=== Information shown ===
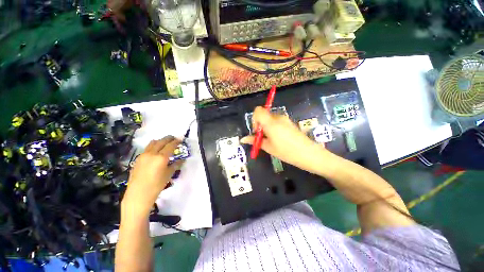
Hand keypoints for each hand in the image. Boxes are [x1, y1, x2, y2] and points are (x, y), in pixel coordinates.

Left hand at [122, 136, 183, 217]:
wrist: (138, 194)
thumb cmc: (156, 185)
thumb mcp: (169, 174)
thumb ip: (176, 165)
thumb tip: (182, 160)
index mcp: (161, 157)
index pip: (170, 145)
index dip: (176, 141)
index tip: (180, 139)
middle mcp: (152, 153)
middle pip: (161, 141)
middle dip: (169, 138)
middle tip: (174, 138)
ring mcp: (143, 155)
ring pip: (153, 143)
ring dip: (160, 141)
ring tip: (165, 143)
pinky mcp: (138, 158)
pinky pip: (147, 148)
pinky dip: (154, 146)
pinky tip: (156, 151)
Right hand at [241, 106, 324, 170]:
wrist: (309, 154)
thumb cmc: (287, 152)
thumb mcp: (269, 147)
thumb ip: (255, 141)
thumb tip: (243, 139)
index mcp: (271, 122)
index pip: (258, 110)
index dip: (254, 119)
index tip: (257, 131)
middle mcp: (278, 117)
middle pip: (264, 115)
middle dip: (260, 125)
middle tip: (262, 138)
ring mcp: (285, 119)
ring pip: (270, 119)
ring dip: (266, 127)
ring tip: (271, 140)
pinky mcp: (289, 122)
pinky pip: (277, 121)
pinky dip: (273, 127)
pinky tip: (278, 138)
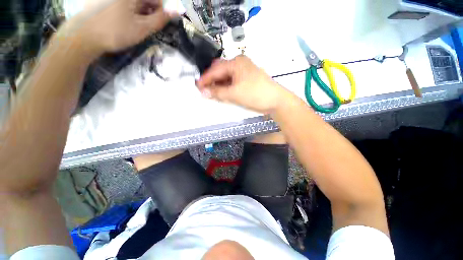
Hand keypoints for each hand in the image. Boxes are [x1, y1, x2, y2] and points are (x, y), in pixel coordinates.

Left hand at [61, 0, 175, 54]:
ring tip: (135, 25)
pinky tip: (125, 21)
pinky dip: (129, 11)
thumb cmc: (115, 32)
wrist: (83, 36)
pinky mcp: (104, 0)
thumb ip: (160, 19)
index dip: (161, 11)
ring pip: (135, 2)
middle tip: (146, 26)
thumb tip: (176, 11)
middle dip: (149, 12)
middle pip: (145, 0)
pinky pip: (124, 4)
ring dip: (140, 12)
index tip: (158, 23)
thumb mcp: (142, 28)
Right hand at [196, 55, 288, 113]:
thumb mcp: (234, 94)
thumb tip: (203, 92)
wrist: (275, 100)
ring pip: (227, 77)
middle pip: (221, 71)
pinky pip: (233, 82)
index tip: (197, 87)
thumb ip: (218, 92)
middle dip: (212, 81)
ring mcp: (244, 72)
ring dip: (219, 85)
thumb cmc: (255, 94)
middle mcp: (240, 64)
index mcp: (236, 63)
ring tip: (212, 93)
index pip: (215, 70)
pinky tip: (222, 92)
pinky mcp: (247, 79)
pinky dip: (226, 87)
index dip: (205, 79)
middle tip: (204, 90)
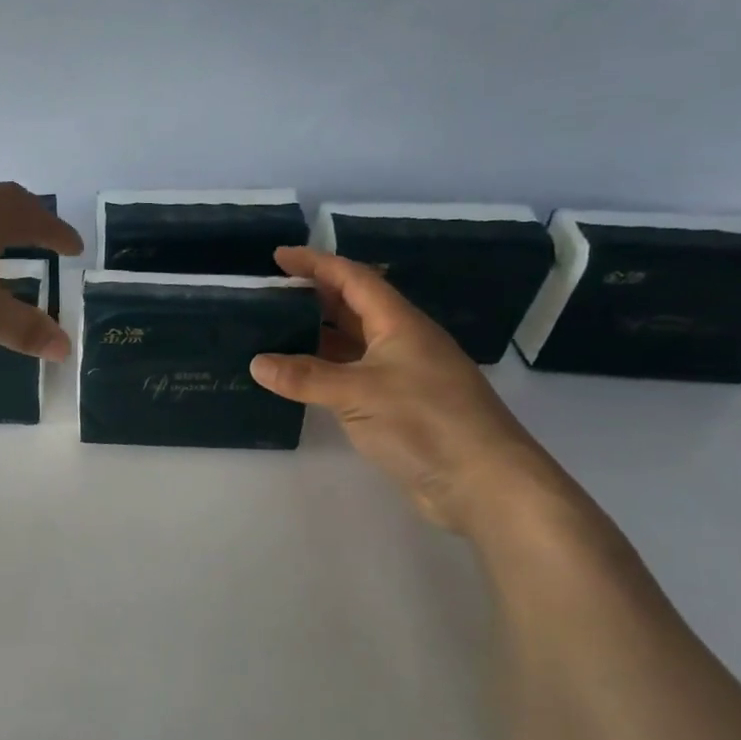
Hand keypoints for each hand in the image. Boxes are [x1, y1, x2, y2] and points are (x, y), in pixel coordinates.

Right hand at [250, 247, 563, 532]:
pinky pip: (352, 375)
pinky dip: (323, 371)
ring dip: (315, 335)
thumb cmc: (425, 421)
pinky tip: (298, 378)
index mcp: (399, 324)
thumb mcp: (358, 392)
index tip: (278, 256)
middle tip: (269, 294)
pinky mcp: (398, 406)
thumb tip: (257, 363)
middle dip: (313, 296)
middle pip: (353, 307)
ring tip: (272, 331)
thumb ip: (305, 377)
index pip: (353, 279)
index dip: (316, 263)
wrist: (483, 483)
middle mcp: (401, 342)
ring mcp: (401, 375)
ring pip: (352, 343)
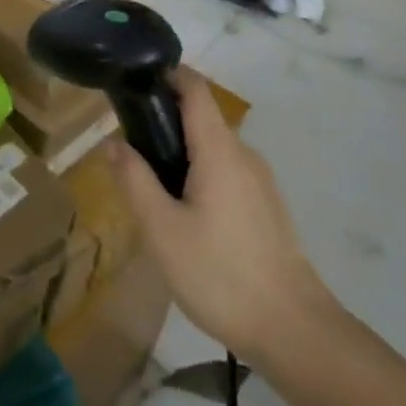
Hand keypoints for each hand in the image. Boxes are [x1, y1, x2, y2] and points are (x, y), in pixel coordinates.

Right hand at [108, 70, 338, 363]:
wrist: (292, 330)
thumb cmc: (219, 273)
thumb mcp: (161, 229)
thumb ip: (134, 179)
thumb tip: (112, 142)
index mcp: (219, 150)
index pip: (196, 89)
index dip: (168, 75)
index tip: (134, 83)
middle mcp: (244, 155)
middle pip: (202, 119)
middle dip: (164, 123)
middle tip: (129, 152)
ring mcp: (261, 182)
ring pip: (214, 150)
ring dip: (181, 154)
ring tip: (151, 190)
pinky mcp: (267, 208)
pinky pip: (227, 174)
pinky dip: (200, 176)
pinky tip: (184, 218)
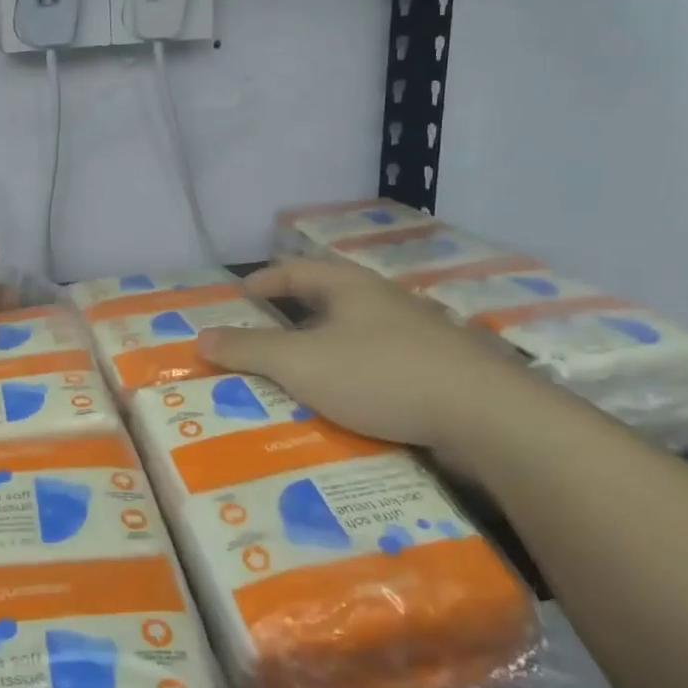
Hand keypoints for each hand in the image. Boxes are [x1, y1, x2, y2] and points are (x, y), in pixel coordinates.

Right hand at [194, 258, 544, 461]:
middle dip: (296, 314)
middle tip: (267, 334)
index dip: (265, 280)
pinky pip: (384, 364)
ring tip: (304, 371)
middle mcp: (385, 301)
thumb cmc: (381, 375)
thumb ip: (248, 350)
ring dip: (329, 346)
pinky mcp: (442, 370)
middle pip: (331, 298)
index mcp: (351, 287)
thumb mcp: (301, 363)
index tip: (242, 294)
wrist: (487, 417)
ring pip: (360, 333)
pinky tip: (352, 401)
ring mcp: (419, 335)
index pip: (296, 270)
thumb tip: (200, 336)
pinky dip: (358, 374)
===
* What this task involves:
Write the data above out exactly. Leave out any pictures.

* Output for this exercise:
Hand keypoints for each hand in the image. Boxes are [x1, y1, x2, y2] and points are (x, y), in pixel coordinates.

Left hand at [122, 136, 183, 217]:
wrist: (138, 194)
thumb cmc: (156, 185)
thumb mcp: (169, 174)
thumb ip: (176, 165)
thumb tip: (182, 160)
index mcp: (161, 157)
index pip: (170, 145)
index dip: (176, 141)
index tip: (180, 139)
middle mcp: (152, 153)
middle pip: (161, 141)
middle dip: (169, 138)
middle tip: (174, 138)
ring mcp: (143, 155)
ring pip: (153, 143)
ring dip: (160, 141)
ring tip: (165, 143)
pinky mcp: (138, 158)
pinky pip: (147, 148)
pinky dip: (154, 146)
pinky tip: (156, 151)
Right hand at [241, 106, 324, 170]:
wrist: (309, 154)
thumb cmc: (287, 152)
thumb mcp: (269, 147)
thumb ip: (255, 141)
thumb tip: (243, 139)
index mcp: (271, 122)
index pip: (258, 110)
index dip: (254, 119)
index tip: (257, 131)
middle mcp: (278, 117)
middle pip: (264, 115)
middle dip: (260, 125)
middle tip: (262, 138)
ring mcp: (285, 119)
ring pip: (270, 119)
ring dip: (266, 127)
ring tip: (271, 140)
pinky mcp: (289, 122)
pinky pip: (277, 121)
pinky dip: (273, 127)
pinky tip: (278, 138)
Hand keypoints for each hand in the image. Boxes are [x1, y1, x2, y2] and points are (x, y), in pixel coordinates.

Left hand at [61, 0, 175, 54]:
ring tip: (135, 25)
pinky tip: (125, 21)
pinky dip: (129, 11)
thumb cmc: (115, 32)
wrist: (83, 36)
pinky mcp: (104, 0)
thumb ip: (160, 19)
index dip: (161, 11)
ring pip: (135, 2)
middle tip: (146, 26)
thumb tip: (176, 11)
middle dip: (149, 12)
middle pip: (145, 0)
pinky pip: (124, 4)
ring dip: (140, 12)
index tip: (158, 23)
thumb mcp: (142, 28)
Right hand at [196, 55, 288, 113]:
thumb mcp: (234, 94)
thumb tip: (203, 92)
wrist: (275, 100)
ring pip: (227, 77)
middle pip: (221, 71)
pinky pip: (233, 82)
index tip: (197, 87)
thumb ip: (218, 92)
middle dip: (212, 81)
ring mcp: (244, 72)
ring dip: (219, 85)
thumb cmc: (255, 94)
middle mcp: (240, 64)
index mcp: (236, 63)
ring tip: (212, 93)
index pip: (215, 70)
pinky tip: (222, 92)
pinky mcp: (247, 79)
pinky dip: (226, 87)
index dip: (205, 79)
middle tip: (204, 90)
Hand keypoints for each hand in the image. Boxes are [x1, y1, x2, y2] and points are (x, y), in pixel coordinates.

Right hand at [250, 247, 563, 532]:
pinky pip: (352, 375)
pinky dip: (323, 371)
ring dip: (315, 335)
thumb cmc: (425, 421)
pinky tip: (298, 378)
index mcp: (399, 324)
thumb mcp: (358, 392)
index tip: (278, 256)
middle tip: (269, 294)
pinky mcp: (398, 406)
thumb tip: (257, 363)
middle dip: (313, 296)
middle pip: (353, 307)
ring tip: (272, 331)
thumb ip: (305, 377)
index pip: (353, 279)
index dip: (316, 263)
wrist: (483, 483)
middle mcp: (401, 342)
ring mcp: (401, 375)
ring pip: (352, 343)
Hand keypoints for each hand in the image. Boxes are [x1, y1, x2, y2] and points are (x, y), in pixel coordinates.

Right hand at [108, 70, 338, 363]:
wrist: (292, 330)
thumb cmc: (219, 273)
thumb mcp: (161, 229)
thumb ip: (134, 179)
thumb tip: (112, 142)
index mcp: (219, 150)
index pip: (196, 89)
index dip: (168, 75)
index tip: (134, 83)
middle mcp: (244, 155)
middle pip: (202, 119)
middle dip: (164, 123)
middle tip: (129, 152)
ring mcp: (261, 182)
ring pip: (214, 150)
ring dip: (181, 154)
ring tip: (151, 190)
pinky mcp: (267, 208)
pinky pip: (227, 174)
pinky dip: (200, 176)
pinky tip: (184, 218)
Hand keypoints for each hand in the image. Boxes are [x1, y1, x2, y2] and points are (x, y), in pixel coordinates.

Right hand at [194, 258, 544, 461]:
middle dip: (296, 314)
middle tip: (267, 334)
index dip: (265, 280)
pinky pip: (384, 364)
ring tip: (304, 371)
middle mcp: (385, 301)
thumb cmc: (381, 375)
thumb ip: (248, 350)
ring dip: (329, 346)
pinky mcp: (442, 370)
middle pip: (331, 298)
index mcp: (351, 287)
thumb mcp: (301, 363)
index tip: (242, 294)
wrist: (487, 417)
ring pip: (360, 333)
pinky tip: (352, 401)
ring mcp: (419, 335)
index pip: (296, 270)
thumb tip: (200, 336)
pinky dip: (358, 374)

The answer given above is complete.